Au commencement était la femme
Sapiens ne consacrait pas alors qu’un jour par an à lui reconnaître une place, une image, des prérogatives, des pouvoirs : il y travaillait des journées entières, gravant, sculptant ou polissant ces statuettes dites aujourd’hui Vénus.
Ce qu’elles expriment reste indécidable. Avec ses 27 000 ans, celle de Lespugue est regardée comme le plus vieil emblème d’une féminité liée à la fécondité – c’est en tout cas dans ce sens que l’opinion commune interprète ses rondeurs généreuses. Mais des sens, on peut en trouver d’autres, surtout quand on tourne et retourne sa forme losangée de carte à jouer.

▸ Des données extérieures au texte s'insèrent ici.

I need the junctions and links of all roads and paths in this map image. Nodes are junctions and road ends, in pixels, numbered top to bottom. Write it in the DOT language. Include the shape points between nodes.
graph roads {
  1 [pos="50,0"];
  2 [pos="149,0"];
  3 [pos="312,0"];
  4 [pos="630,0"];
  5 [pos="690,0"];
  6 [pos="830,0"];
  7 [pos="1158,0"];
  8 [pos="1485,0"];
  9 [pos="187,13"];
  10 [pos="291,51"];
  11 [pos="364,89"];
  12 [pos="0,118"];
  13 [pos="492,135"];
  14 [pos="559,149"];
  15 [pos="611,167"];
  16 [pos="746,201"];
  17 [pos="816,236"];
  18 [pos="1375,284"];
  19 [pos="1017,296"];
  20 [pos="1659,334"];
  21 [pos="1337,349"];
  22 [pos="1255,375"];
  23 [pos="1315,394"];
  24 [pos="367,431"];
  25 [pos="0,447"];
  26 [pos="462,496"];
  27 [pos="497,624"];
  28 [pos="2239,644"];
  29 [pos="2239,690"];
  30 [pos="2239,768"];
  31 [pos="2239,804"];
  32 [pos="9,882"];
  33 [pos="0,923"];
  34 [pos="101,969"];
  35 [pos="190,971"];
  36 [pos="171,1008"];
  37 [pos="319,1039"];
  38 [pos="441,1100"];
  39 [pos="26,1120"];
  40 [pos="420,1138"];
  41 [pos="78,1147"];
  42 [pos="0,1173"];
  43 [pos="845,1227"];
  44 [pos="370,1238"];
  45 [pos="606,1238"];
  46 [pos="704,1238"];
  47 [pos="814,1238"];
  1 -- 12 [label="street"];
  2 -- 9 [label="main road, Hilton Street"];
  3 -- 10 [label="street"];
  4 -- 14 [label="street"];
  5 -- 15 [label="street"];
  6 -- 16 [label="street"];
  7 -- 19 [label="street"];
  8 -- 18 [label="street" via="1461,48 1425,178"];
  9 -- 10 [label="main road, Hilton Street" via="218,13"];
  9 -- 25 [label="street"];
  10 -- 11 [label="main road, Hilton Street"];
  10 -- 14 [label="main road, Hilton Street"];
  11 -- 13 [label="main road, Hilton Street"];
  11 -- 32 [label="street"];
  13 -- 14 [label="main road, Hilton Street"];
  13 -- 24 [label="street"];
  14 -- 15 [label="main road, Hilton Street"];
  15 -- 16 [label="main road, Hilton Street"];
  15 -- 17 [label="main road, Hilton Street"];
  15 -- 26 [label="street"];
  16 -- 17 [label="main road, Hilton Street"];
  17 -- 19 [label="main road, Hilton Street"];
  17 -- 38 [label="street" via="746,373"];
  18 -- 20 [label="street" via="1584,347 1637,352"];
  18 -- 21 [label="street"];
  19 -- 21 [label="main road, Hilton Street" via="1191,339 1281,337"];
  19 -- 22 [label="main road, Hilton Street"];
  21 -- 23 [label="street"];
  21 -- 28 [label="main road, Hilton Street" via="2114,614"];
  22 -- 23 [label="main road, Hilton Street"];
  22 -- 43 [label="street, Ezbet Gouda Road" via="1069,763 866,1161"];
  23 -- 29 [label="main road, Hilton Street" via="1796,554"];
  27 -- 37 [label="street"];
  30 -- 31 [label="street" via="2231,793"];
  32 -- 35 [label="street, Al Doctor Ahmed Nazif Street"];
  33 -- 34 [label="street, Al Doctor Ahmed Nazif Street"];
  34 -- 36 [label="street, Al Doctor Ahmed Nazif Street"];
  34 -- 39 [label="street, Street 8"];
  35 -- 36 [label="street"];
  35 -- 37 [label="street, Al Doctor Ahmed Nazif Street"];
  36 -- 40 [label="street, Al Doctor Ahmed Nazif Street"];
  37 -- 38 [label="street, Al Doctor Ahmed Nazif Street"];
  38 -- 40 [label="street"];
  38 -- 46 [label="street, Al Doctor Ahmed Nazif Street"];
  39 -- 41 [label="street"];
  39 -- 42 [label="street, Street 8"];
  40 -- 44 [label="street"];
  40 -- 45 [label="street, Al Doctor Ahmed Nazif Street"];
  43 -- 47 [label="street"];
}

Le geste qui l’a créée peut fort bien être d’inspiration plus polysémique, traduire autant un idéal de beauté ou un désir sensuel, qu’une vénération, une recherche de conciliation et d’intercession auprès de forces figurant la fertilité, de la femme ou de la terre pourvoyeuse de vie et de ressources. Mais ce geste peut aussi résulter, déjà, de cet énigmatique élan qui porte à la création artistique, et c’est alors bouleversant d’en reconnaître la présence dès l’origine dans les us des hommes, sinon dans leurs gènes. Aucune hypothèse n’est à écarter, et d’autres peuvent se faire jour selon l’évolution sociale du regard. En effet, au cœur de cette exposition qui radiographie une production née il y a 40 000 ans, la Vénus de Lespugue et ses sœurs nous interrogent de plus belle à l’heure où stéréotypes liés au genre et biais cognitifs sont battus en brèche. L’approche s’en trouve renouvelée, déconditionnée : on s’avise que ces premières œuvres d’art façonnées de main d’homme peuvent provenir de celles d’une femme, exprimer la pleine réalisation d’une féminité plurielle, non essentialisée ou réduite à une fonction unique.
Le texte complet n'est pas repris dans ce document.